Report each line of the listing that carries the word "Hüner".

(SOURCE MATERIAL begins)

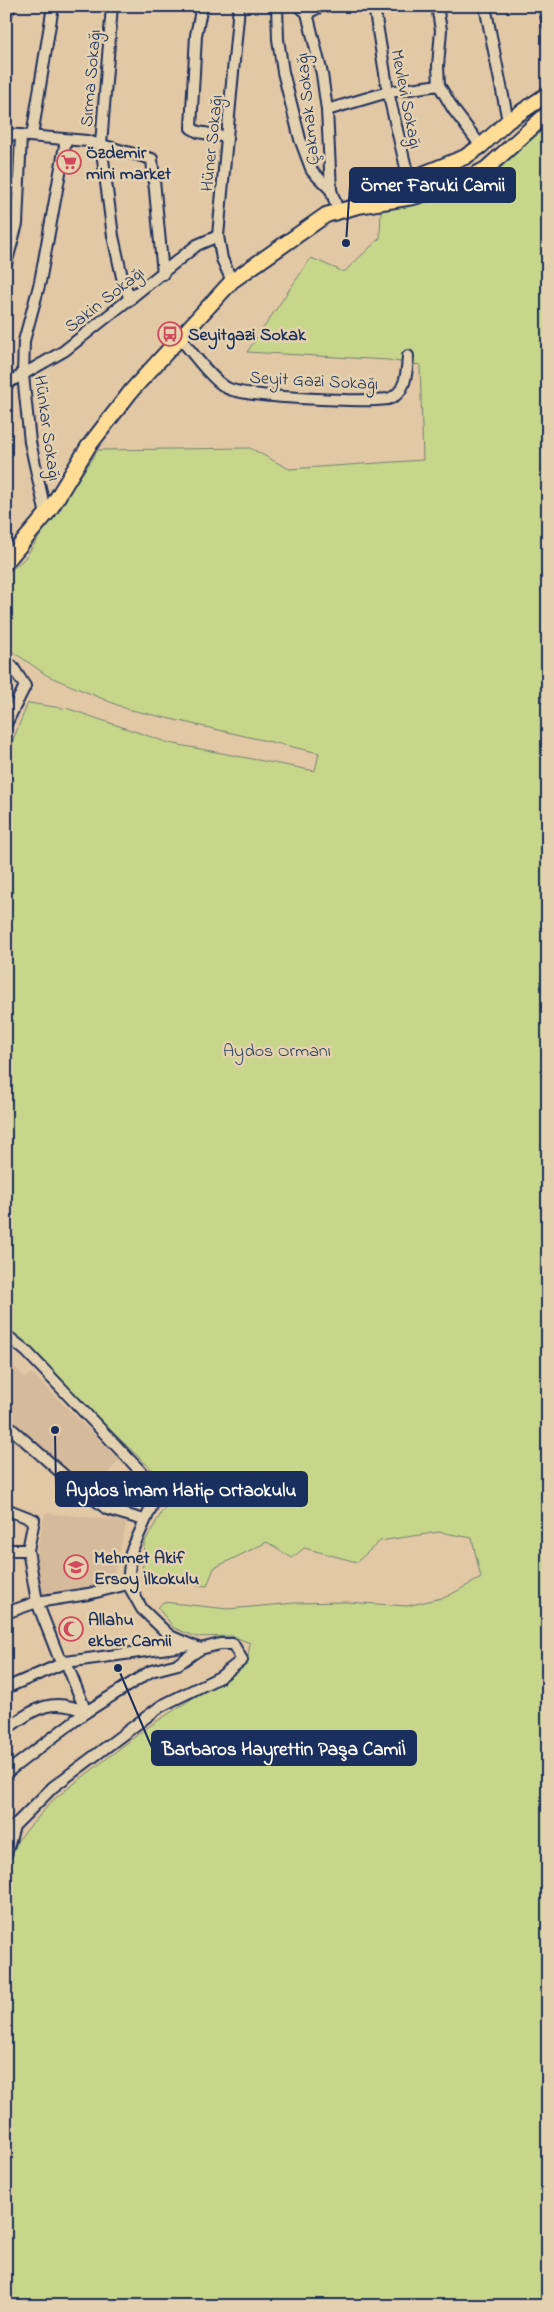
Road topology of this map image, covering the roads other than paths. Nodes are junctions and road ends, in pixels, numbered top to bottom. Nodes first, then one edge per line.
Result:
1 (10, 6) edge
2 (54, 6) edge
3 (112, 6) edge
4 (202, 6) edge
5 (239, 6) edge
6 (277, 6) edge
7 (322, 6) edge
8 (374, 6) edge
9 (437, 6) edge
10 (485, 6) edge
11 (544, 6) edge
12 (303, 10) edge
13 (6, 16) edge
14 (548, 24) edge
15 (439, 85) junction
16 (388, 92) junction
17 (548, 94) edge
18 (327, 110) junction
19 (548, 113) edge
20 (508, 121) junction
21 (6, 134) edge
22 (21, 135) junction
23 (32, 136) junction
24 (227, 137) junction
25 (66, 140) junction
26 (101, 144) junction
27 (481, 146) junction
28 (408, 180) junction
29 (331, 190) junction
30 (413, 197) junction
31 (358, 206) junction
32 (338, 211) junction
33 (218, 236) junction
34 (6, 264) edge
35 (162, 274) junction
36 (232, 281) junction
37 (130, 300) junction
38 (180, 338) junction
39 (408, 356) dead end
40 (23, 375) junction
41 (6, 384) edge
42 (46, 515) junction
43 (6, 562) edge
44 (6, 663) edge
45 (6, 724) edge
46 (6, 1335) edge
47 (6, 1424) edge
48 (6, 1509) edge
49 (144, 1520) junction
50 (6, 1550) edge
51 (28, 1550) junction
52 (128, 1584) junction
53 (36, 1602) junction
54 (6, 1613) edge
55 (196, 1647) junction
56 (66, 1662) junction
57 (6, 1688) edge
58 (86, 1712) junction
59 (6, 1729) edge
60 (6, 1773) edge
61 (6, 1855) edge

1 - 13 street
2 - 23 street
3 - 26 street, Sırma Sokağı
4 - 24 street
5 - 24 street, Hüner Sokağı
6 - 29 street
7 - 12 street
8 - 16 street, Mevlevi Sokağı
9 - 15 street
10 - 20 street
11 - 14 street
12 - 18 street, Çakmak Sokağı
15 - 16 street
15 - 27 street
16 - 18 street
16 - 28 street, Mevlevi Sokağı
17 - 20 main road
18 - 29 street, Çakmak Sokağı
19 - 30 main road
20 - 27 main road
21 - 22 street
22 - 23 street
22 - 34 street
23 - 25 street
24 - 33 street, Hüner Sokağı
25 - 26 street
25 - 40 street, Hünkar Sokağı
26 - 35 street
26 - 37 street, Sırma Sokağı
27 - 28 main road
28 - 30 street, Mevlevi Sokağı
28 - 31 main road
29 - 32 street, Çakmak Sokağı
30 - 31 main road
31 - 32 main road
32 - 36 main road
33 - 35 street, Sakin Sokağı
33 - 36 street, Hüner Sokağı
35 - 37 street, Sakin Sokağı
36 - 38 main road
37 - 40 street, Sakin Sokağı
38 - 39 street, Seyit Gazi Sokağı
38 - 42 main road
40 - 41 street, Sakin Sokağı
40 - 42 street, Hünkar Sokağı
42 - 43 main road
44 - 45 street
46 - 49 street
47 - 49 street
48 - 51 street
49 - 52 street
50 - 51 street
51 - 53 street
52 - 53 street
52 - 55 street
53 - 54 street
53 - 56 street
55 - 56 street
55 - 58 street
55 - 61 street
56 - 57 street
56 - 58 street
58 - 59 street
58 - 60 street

(SOURCE MATERIAL ends)

● PROBLEM SOLUTION:
5 - 24 street, Hüner Sokağı
24 - 33 street, Hüner Sokağı
33 - 36 street, Hüner Sokağı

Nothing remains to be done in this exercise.